Otra criada de mediana edad respondió: "Sí, ayudé con los preparativos del funeral de la señora, pero cuando hice el inventario de las joyas del entierro, no vi este collar".

"Hablando de eso... este collar parece haber desaparecido después de que la señora diera a luz prematuramente a la segunda jovencita", dijo la anciana con vacilación, meditando profundamente.

Lian Junchu suspiró en silencio. Al ver que solo conocían vagamente algunos detalles del pasado, no pudo evitar preguntar: "¿Será que, aparte de ti, nadie más sirvió al padre y a la señora Lian?".

"Incluso algunas de las criadas que vinieron con la señora de la casa se casaron lejos, y algunas fallecieron hace unos años. El viejo amo tiene muy pocos sirvientes cercanos a su alrededor..." Antes de que la anciana pudiera terminar de hablar, alguien detrás de ella dijo de repente: "Tía Chen, ¿acaso el amo de la isla no tenía una criada que le sirvió durante mucho tiempo?"

La anciana hizo una pausa por un instante, luego su rostro se ensombreció. «Esa chica ha cometido un grave error. ¿Cómo te atreves a mencionarla de nuevo?»

La persona que había interrumpido estaba tan asustada que rápidamente se calló. Lian Junchu nunca había oído hablar de este asunto. Al ver que todos guardaban silencio, le preguntó a la anciana: "¿De quién estás hablando?".

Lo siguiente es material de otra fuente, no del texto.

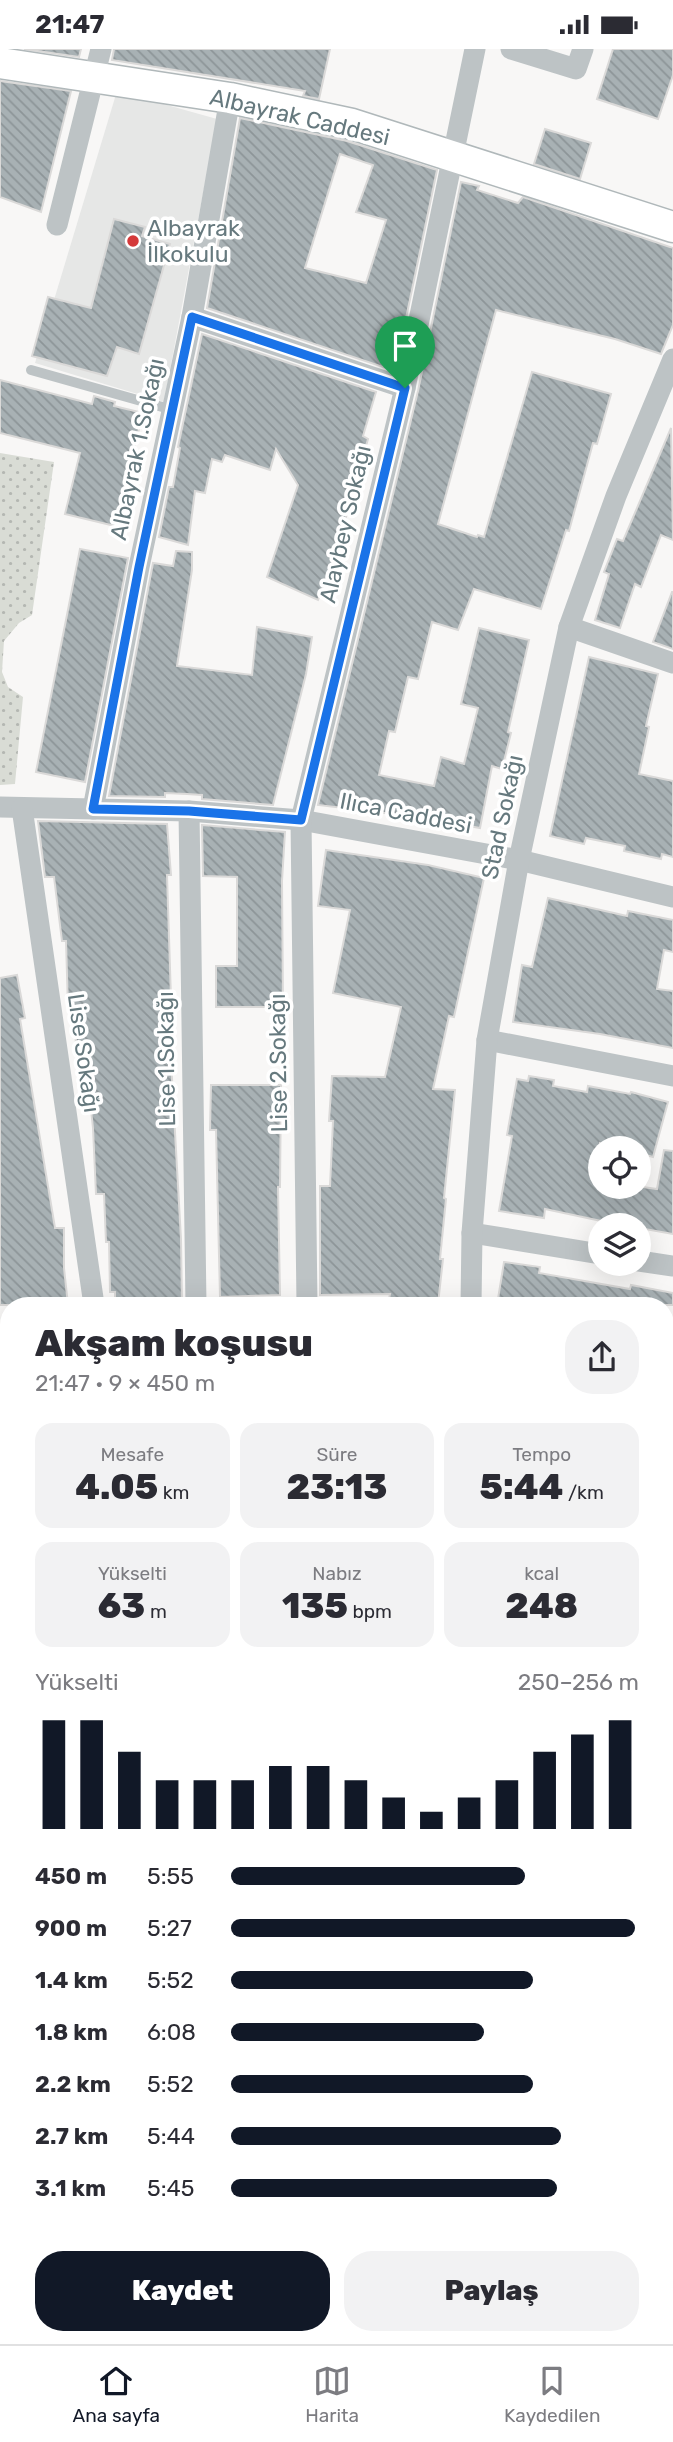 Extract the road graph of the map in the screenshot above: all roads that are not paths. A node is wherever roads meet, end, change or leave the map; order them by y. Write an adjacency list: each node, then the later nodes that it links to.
1 (475, 49): 7 (street, Alaybey Sokağı)
2 (511, 49): 3 (street)
3 (583, 49)
4 (0, 63): 5 (street, Albayrak Caddesi)
5 (99, 63): 6 (street, Albayrak Caddesi); 8 (street)
6 (230, 98): 7 (street, Albayrak Caddesi); 10 (street, Albayrak 1.Sokağı)
7 (453, 157): 9 (street, Albayrak Caddesi); 13 (street, Alaybey Sokağı)
8 (57, 225)
9 (673, 227)
10 (192, 317): 13 (street); 14 (street, Albayrak 1.Sokağı)
11 (673, 359): 15 (street, Stad Sokağı)
12 (31, 370): 14 (lane)
13 (405, 388): 21 (street, Alaybey Sokağı)
14 (173, 409): 19 (street, Albayrak 1.Sokağı)
15 (569, 627): 16 (street); 22 (street, Stad Sokağı)
16 (673, 663)
17 (0, 807): 18 (street, Ilıca Caddesi)
18 (22, 808): 19 (street, Ilıca Caddesi); 30 (street, Lise Sokağı)
19 (93, 809): 20 (street, Ilıca Caddesi)
20 (189, 811): 21 (street, Ilıca Caddesi); 31 (street, Lise 1.Sokağı)
21 (301, 820): 22 (street, Ilıca Caddesi); 32 (street, Lise 2.Sokağı)
22 (519, 860): 23 (street, Ilıca Caddesi); 24 (street, Stad Sokağı)
23 (673, 897)
24 (487, 1040): 25 (street); 26 (street, Stad Sokağı)
25 (673, 1076)
26 (472, 1233): 27 (street); 33 (street, Stad Sokağı)
27 (588, 1252)
28 (651, 1263): 29 (street)
29 (673, 1266)
30 (93, 1297)
31 (196, 1297)
32 (307, 1297)
33 (471, 1297) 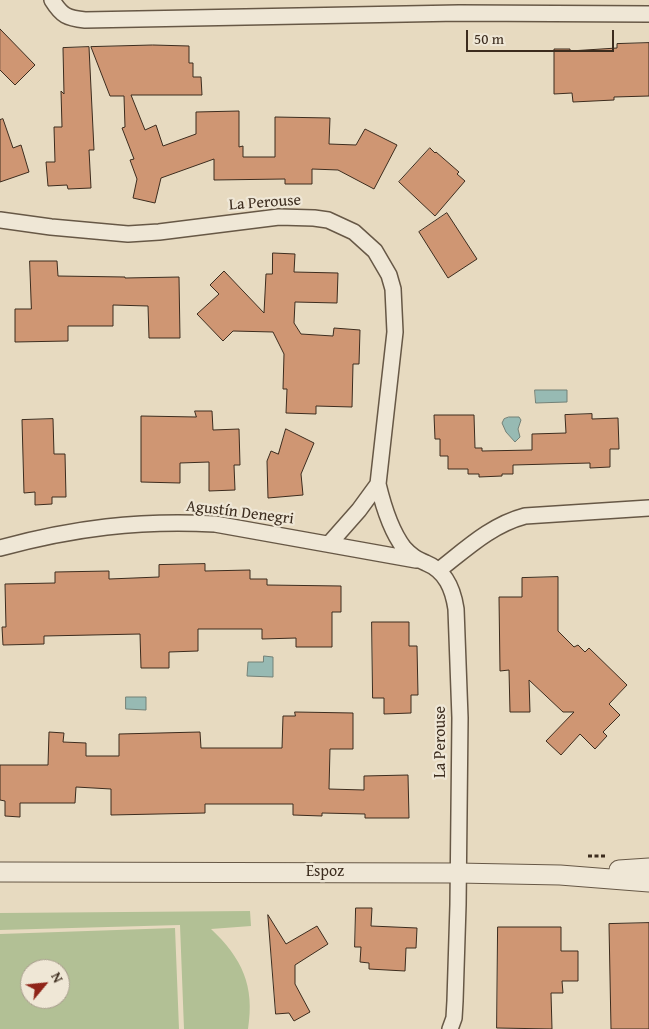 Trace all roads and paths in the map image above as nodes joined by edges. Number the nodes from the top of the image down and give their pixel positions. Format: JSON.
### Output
{"nodes":[{"id":1,"x":55,"y":5,"type":"edge"},
{"id":2,"x":459,"y":6,"type":"edge"},
{"id":3,"x":649,"y":14,"type":"edge"},
{"id":4,"x":0,"y":220,"type":"edge"},
{"id":5,"x":378,"y":484,"type":"junction"},
{"id":6,"x":649,"y":508,"type":"edge"},
{"id":7,"x":328,"y":544,"type":"junction"},
{"id":8,"x":0,"y":548,"type":"edge"},
{"id":9,"x":416,"y":560,"type":"junction"},
{"id":10,"x":439,"y":570,"type":"junction"},
{"id":11,"x":649,"y":868,"type":"edge"},
{"id":12,"x":0,"y":872,"type":"edge"},
{"id":13,"x":457,"y":872,"type":"junction"},
{"id":14,"x":560,"y":875,"type":"junction"},
{"id":15,"x":649,"y":882,"type":"edge"},
{"id":16,"x":450,"y":1029,"type":"edge"}],
"edges":[{"from":1,"to":2,"type":"street"},
{"from":2,"to":3,"type":"street"},
{"from":4,"to":5,"type":"street","name":"La Perouse"},
{"from":5,"to":7,"type":"street","name":"La Perouse"},
{"from":5,"to":9,"type":"street","name":"La Perouse"},
{"from":6,"to":10,"type":"street"},
{"from":7,"to":8,"type":"street","name":"Agustín Denegri"},
{"from":7,"to":9,"type":"street","name":"Agustín Denegri"},
{"from":9,"to":10,"type":"street","name":"La Perouse"},
{"from":10,"to":13,"type":"street","name":"La Perouse"},
{"from":11,"to":14,"type":"street"},
{"from":12,"to":13,"type":"street","name":"Espoz"},
{"from":13,"to":14,"type":"street","name":"Espoz"},
{"from":13,"to":16,"type":"street","name":"La Perouse"},
{"from":14,"to":15,"type":"street","name":"Espoz"}]}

La anciana vaciló un instante antes de inclinar la cabeza y decir: «No es que esté ocultando nada a propósito, pero el viejo amo nos prohibió volver a mencionarla. Nosotros, los sirvientes, no nos atrevemos a preguntar por qué. Esa criada fue en su día una de las favoritas del viejo amo, pero por alguna razón desapareció repentinamente sin dejar rastro y nunca más se la ha vuelto a ver...»

Lian Junchu creyó haber obtenido por fin información privilegiada, pero la conversación volvió a terminar ahí. Se sentó a la mesa de piedra con cierta melancolía, contemplando el collar de tenue tono azulado, absorto en sus pensamientos.

La anciana sugirió amablemente: "Joven amo, ¿por qué no le pregunta a la segunda señorita? Después de todo, ha estado con la señora y el viejo amo desde que era pequeña; tal vez haya oído algo".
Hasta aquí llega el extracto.